Researchers are estimating that about 3.6% of new cancer cases in 2012 in adults may be attributed to a high BMI, equating to about 481,000 new cancer cases.
High BMI is linked to nearly half a million new cancer cases annually.
Researchers are estimating that worldwide, about 3.6% of new cancer cases in 2012 in adults aged 30 years or older may be attributed to a high body mass index (BMI; defined as 25 kg/m2 or greater), equating to about 481,000 new cancer cases.
The risk for these cancers was higher in women (5.4%) than in men (1.9%), with corpus uteri, postmenopausal breast, and colon cancer accounting for 72.5% of the total attributable cases in women. In addition, the study showed that the burden was higher in more developed countries, with 64% of BMI-related cancers occurring in North America and Europe.
These data and more were published recently in Lancet Oncology, by Melina Arnold, PhD, of the International Agency for Research on Cancer, Lyon, France, and colleagues.
“Based on our results, historical and continuing increases in the global prevalence of high BMI, especially in younger cohorts, are expected to translate into further increases in cancer burden in the future,” Arnold and colleagues wrote. “Our results should inform health policy in terms of targets for prevention programs, while emphasizing existing gaps in our knowledge about the association between BMI and cancer.”
Using data from a number of sources including the GLOBOCAN database of cancer incidence and mortality for 184 countries, Arnold and colleagues created a model to estimate the fraction of cancers associated with excess bodyweight in countries and regions worldwide in 2012, and the proportion that could be attributed to increasing BMI since 1982.
While the data showed that postmenopausal breast, corpus uteri, and colon cancers were responsible for the majority of BMI-related cancers in women (almost 250,000 cases), data showed that in men colon and kidney cancers accounted for 66% of all BMI-related cancers.
Arnold and colleagues also found that in developed countries 8% of cancers in women and 3% in men were linked with high BMI. In comparison, in developing countries, only 1.5% of cancer in women and 0.3% of cancers in men were linked to BMI.
In an editorial that accompanied the research, Benjamin Cairns, PhD, from the University of Oxford, pointed out that there is research clearly supporting that BMI has a causal association with the risk of breast and endometrial cancers via hormonal pathways, making the risk modifiable.

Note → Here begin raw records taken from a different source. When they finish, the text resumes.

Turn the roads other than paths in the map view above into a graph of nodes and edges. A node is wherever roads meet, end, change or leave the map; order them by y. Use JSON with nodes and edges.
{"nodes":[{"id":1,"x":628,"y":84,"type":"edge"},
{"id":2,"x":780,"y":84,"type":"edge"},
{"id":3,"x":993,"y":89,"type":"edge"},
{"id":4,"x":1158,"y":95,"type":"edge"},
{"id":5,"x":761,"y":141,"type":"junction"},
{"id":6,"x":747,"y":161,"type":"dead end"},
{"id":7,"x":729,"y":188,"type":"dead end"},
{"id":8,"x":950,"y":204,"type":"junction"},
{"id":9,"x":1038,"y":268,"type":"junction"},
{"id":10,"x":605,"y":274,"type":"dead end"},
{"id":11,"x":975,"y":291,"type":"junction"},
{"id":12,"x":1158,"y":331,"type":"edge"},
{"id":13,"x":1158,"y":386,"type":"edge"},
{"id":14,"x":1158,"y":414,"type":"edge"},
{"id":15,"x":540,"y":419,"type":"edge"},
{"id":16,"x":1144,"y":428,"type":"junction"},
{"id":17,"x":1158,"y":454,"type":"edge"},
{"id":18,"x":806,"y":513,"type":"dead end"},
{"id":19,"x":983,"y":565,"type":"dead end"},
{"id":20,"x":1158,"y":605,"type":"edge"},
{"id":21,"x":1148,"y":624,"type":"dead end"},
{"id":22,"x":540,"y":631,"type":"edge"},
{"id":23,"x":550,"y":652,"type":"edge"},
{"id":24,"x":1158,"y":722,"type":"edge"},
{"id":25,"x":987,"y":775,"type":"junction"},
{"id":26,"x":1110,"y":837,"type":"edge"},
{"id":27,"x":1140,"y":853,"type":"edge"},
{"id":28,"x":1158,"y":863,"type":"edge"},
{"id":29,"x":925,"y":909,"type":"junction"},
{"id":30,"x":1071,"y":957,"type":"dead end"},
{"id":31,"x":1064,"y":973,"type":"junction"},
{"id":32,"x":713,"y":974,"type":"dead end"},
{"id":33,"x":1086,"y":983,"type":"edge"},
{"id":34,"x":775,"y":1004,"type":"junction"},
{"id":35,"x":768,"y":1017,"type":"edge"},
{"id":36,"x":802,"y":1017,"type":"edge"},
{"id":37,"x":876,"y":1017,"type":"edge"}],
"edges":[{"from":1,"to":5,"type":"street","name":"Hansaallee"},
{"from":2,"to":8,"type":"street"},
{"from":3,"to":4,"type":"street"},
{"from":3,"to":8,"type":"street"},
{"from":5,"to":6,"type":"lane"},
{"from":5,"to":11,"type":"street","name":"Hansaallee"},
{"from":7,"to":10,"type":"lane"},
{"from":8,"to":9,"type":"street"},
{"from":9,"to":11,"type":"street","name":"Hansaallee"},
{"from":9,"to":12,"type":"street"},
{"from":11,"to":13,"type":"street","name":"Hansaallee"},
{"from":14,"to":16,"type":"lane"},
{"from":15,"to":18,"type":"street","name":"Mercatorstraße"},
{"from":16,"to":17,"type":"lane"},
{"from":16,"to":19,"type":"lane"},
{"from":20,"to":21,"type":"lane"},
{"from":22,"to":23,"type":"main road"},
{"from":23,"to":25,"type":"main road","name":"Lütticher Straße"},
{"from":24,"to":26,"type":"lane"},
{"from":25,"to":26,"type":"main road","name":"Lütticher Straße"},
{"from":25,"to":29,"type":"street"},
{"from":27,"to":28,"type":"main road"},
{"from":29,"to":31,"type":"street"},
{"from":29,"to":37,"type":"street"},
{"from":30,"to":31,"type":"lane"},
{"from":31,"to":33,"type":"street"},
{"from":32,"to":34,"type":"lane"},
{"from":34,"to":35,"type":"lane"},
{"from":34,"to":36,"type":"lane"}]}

“This possibility is especially encouraging because these cancers also represent a substantial proportion of all adult cancers associated with high BMI,” Cairns wrote.
However, overall Cairns implied that these results need to be put into perspective, “If 3.6% of all cancers are associated with high BMI, that is nearly half a million cancers, but this number is large mainly because the world population is large. Global health resources specifically for cancer prevention are not so large, and the resources targeted at obesity must be balanced against those for other important causes of cancer, particularly infections and tobacco use, which are each associated with much larger proportions of cases.”